The British Mandate Report to the League of Nations for the year 1936 described the April 19 events in Jaffa: “Near Morum’s Corner two private cars had been violently attacked by the mob. The occupant of the second car, whom the crowd imagined to be a Jew, but whose identity has never been discovered was saved from certain death by the action of an officer who, seeing two Arabs in succession about to attack the car, ordered a British constable to shoot. Both Arabs were killed. Curfew was imposed on Jaffa and Tel Aviv on the night of 19 th of April.”
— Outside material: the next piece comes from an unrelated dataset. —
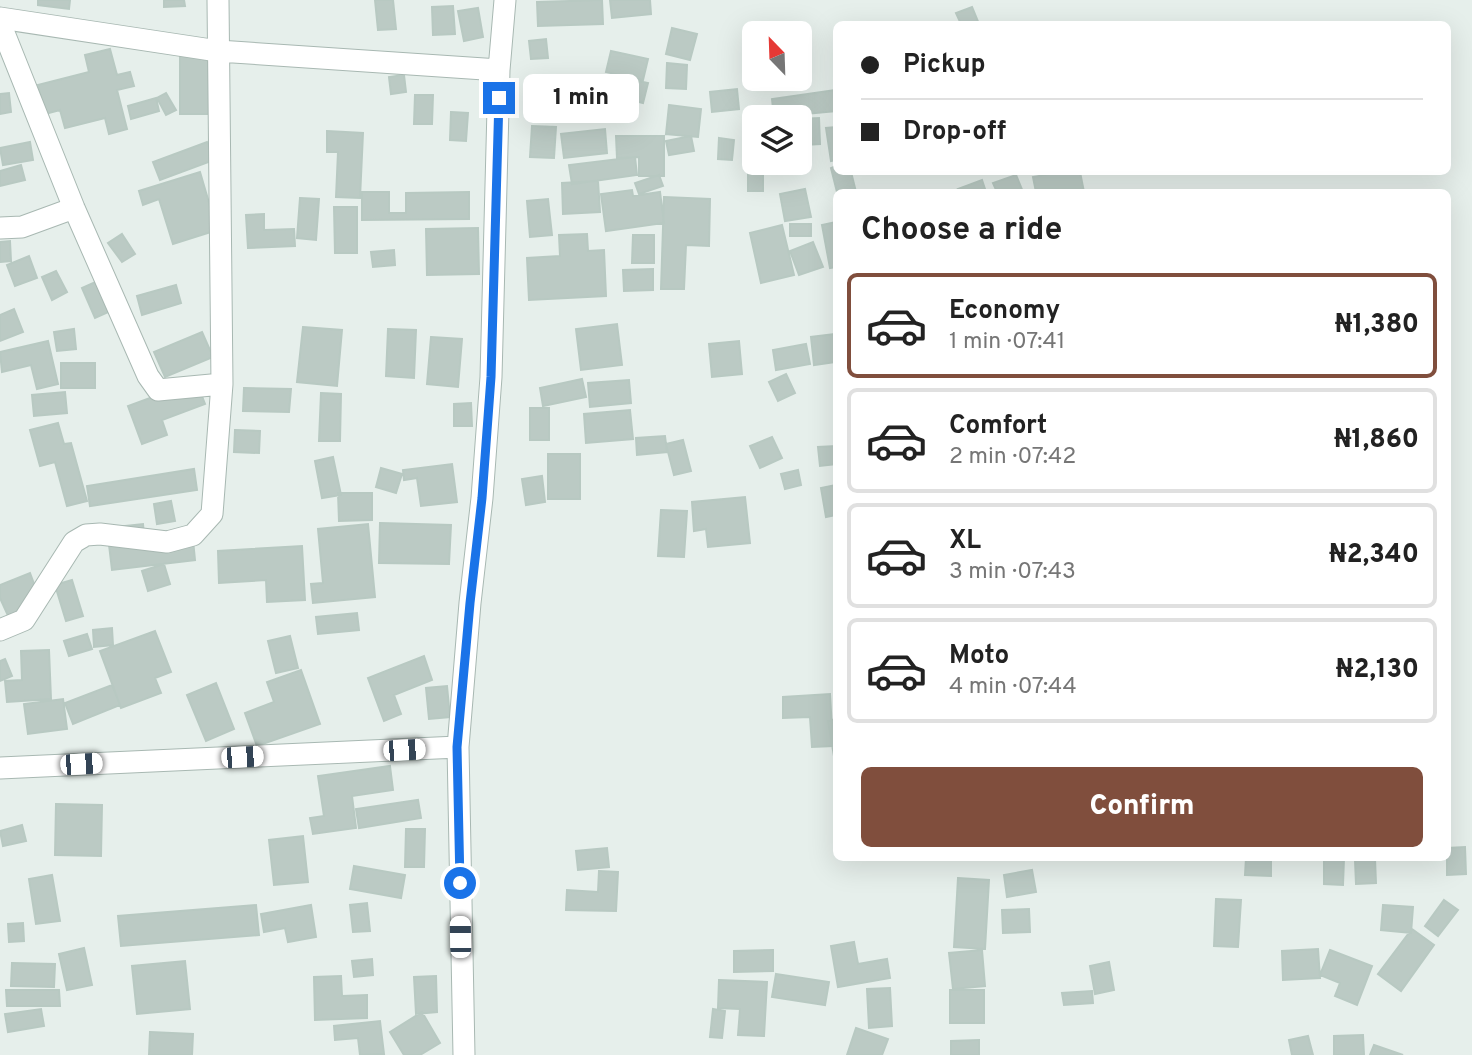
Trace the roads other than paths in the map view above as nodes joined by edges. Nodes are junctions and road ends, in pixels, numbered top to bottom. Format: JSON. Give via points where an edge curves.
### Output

Felice may well have been an occupant in one of the two cars. The evening after the Jaffa rioting in which she was caught, Felice found an envelope under the door of her flat. It was addressed to her with no stamp. It read, “Fraternizing with the enemy is not allowed. If you continue, you risk being killed.”
The radical Jewish underground paid children to spy on the populace. They had seen Felice dining with Ibrahim and had reported it. The letter gave her the chills. It scared her more than the street riots. She had been through strikes and demonstrations—even participated in them—as a student in Wilno. This was a threat to her personally. Her life was threatened simply for who she was: a young woman who enjoyed being with people, a person who did not discriminate.
Two evenings later, even though the streets were still under curfew, she met with Shuli and told him about the warning. “The militant Zionists are trying to make me conform but I can’t. I don’t want a separated way of life. I want a land that is for everybody.”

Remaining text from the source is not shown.